Meine Besucherin war ohne Zweifel eine Lady, und wahrscheinlich nicht geringen Ranges; sehr bescheiden dazu, wenn ich nach der Schüchternheit und Grazie urtheilen darf, mit der sie sich bewegte, und auf meine Bitten niedersetzte. Auch ihre Kleidung war, wie es mir schien, schön und modern; doch war sie mit einem phantastisch gestickten Mantel von grüner Seide verhüllt, in welchem, so drückend es auch in dieser Jahreszeit sein mußte, ihr Körper ganz eingehüllt, und der noch obendrein mit einer Kaputze versehen war.

Der Teufel hole die Kaputze, Darsie! denn ich konnte gerade so viel ersehen, daß sie mich, da sie über das Gesicht gezogen war, des lieblichsten Anblicks beraubte, und daß sie aus Verlegenheit tief zu erröthen schien. Ich konnte sehen, daß ihr Teint wundervoll schön war – das Kinn lieblich gerundet – die Lippen wie Korallen – die Zähne wetteifernd mit Elfenbein. Aber weiter vermochte der kühne Blick nicht zu dringen, denn ein goldenes Schloß, mit einem Saphir geziert, schloß den neidischen Mantel am Hals der schönen Unbekannten, und die verzweifelte Kaputze verbarg den oberen Theil des Gesichts.

Ich hätte zuerst sprechen sollen, das ist unläugbar; aber ehe ich noch meine Sätze geordnet hatte, eröffnete die junge Dame selbst die Unterredung, wahrscheinlich durch mein Schwanken in Verzweiflung gebracht.

»Ich fürchte aufdringlich zu sein, Sir – ich glaubte einen ältlichen Herrn zu finden.«

Das brachte mich wieder zu mir selbst. »Wahrscheinlich mein Vater, Madame. Aber Sie frugen nach Allan Fairford – meines Vaters Name ist Alexander.«

»Es ist ohne Zweifel Mr. Allan Fairford, welchen ich zu sprechen wünschte,« sagte sie mit noch größerer Verwirrung, »doch sagt man mir, er wäre schon bei Jahren.«

»Wahrscheinlich eine Verwechselung, Madame, zwischen meinem Vater und mir – unsere Taufnamen haben denselben Anfangsbuchstaben, obgleich sie verschieden enden. – Ich – ich – ich würde es für ein sehr glückliches Versehen halten, wenn ich die Ehre hätte, meines Vaters Stelle in irgend etwas, das Ihnen dienen könnte, zu vertreten.«

»Sie sind sehr gütig, Sir!« Pause, in welcher sie zweifelhaft schien, ob sie aufstehen oder sitzen bleiben sollte.

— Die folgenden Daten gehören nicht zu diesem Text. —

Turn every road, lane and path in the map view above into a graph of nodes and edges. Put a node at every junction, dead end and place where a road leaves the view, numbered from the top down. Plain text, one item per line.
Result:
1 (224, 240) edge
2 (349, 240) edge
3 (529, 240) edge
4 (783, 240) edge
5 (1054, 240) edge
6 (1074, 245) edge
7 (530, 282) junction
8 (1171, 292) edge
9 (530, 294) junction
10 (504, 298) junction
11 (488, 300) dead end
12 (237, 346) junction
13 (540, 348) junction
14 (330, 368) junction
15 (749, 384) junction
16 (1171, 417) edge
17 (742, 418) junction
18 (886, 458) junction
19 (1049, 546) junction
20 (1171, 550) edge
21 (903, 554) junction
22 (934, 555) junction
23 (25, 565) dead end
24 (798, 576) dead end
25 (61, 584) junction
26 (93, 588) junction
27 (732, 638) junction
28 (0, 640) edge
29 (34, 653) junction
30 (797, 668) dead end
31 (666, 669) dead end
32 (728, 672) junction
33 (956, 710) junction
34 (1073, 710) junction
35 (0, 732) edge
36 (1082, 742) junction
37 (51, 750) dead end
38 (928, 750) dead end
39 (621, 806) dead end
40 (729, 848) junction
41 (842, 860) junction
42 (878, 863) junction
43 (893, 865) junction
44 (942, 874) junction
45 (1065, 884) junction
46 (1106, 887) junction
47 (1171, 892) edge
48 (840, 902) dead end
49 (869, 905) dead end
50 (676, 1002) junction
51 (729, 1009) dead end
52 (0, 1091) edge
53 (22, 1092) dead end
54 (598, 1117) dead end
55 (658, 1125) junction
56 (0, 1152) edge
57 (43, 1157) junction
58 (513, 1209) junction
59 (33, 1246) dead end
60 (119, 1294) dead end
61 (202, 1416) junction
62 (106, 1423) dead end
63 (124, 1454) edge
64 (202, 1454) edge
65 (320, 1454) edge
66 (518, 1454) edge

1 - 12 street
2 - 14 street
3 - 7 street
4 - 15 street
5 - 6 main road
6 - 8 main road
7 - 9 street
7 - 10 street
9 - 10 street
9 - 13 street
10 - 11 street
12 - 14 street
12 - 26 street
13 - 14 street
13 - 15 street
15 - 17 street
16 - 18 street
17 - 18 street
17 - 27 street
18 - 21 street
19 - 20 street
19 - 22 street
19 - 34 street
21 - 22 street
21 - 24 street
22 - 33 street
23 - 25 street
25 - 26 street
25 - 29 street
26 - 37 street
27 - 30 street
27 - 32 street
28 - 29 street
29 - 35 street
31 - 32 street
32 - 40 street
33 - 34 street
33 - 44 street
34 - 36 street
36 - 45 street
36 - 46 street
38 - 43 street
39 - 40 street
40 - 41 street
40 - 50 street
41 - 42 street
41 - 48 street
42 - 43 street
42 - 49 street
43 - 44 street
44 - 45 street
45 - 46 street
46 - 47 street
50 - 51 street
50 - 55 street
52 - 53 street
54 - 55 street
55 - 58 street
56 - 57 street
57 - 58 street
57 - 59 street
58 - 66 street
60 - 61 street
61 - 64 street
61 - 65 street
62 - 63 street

»Ich bin gerade im Begriff, meine juristische Laufbahn zu beginnen, Madame,« (hoffend, dadurch ihre Zweifel zu heben, um endlich zu hören, was sie wollte), »könnte Ihnen mein Rath oder meine Meinung vom geringsten Nutzen sein – obgleich ich nicht sagen kann, daß es viel bedeuten sollte – dennoch –«

Die Lady stand auf. »Ich bin Ihnen wahrlich für Ihre Güte sehr verbunden, Sir, zweifle auch keineswegs an Ihren Talenten. Doch will ich offen sein – ich kam hieher, um Sie zu sprechen, nun aber, da ich Sie treffe, halte ich es für besser, Ihnen meine Mittheilungen schriftlich zukommen zu lassen.«

»Ich hoffe, Madame, Sie werden nicht so grausam sein, mich nicht so peinigen. Bedenken Sie, daß Sie mein erster Client sind – Ihr Geschäft meine erste Consultation – machen Sie mir das Mißvergnügen nicht, mir Ihr Vertrauen zu entziehen, weil ich einige Jahre jünger bin, als Sie erwarteten. – Mein Fleiß, meine Aufmerksamkeit wird meinen Mangel an Erfahrung aufwiegen.«

»Ich zweifle keineswegs daran,« sagte die Lady in einem Tone, der darauf berechnet schien, die zuvorkommende Weise, mit der ich es gewagt hatte, sie anzureden, in die gehörigen Schranken zurückzuweisen. »Aber wenn Sie meinen Brief erhalten haben, so werden Sie selbst die Gründe billigen müssen, warum eine schriftliche Mittheilung für meinen Zweck geeigneter ist. Ich wünsche Ihnen guten Morgen, Sir!« Und so verließ sie das Zimmer, indem sie ihren getäuschten Consulenten scharrend, verbeugend, das entschuldigend zurückließ, was ihr allenfalls mißfallen haben möchte, obgleich die ganze Beleidigung darin zu bestehen schien, daß sie mich jünger fand, als meinen Vater.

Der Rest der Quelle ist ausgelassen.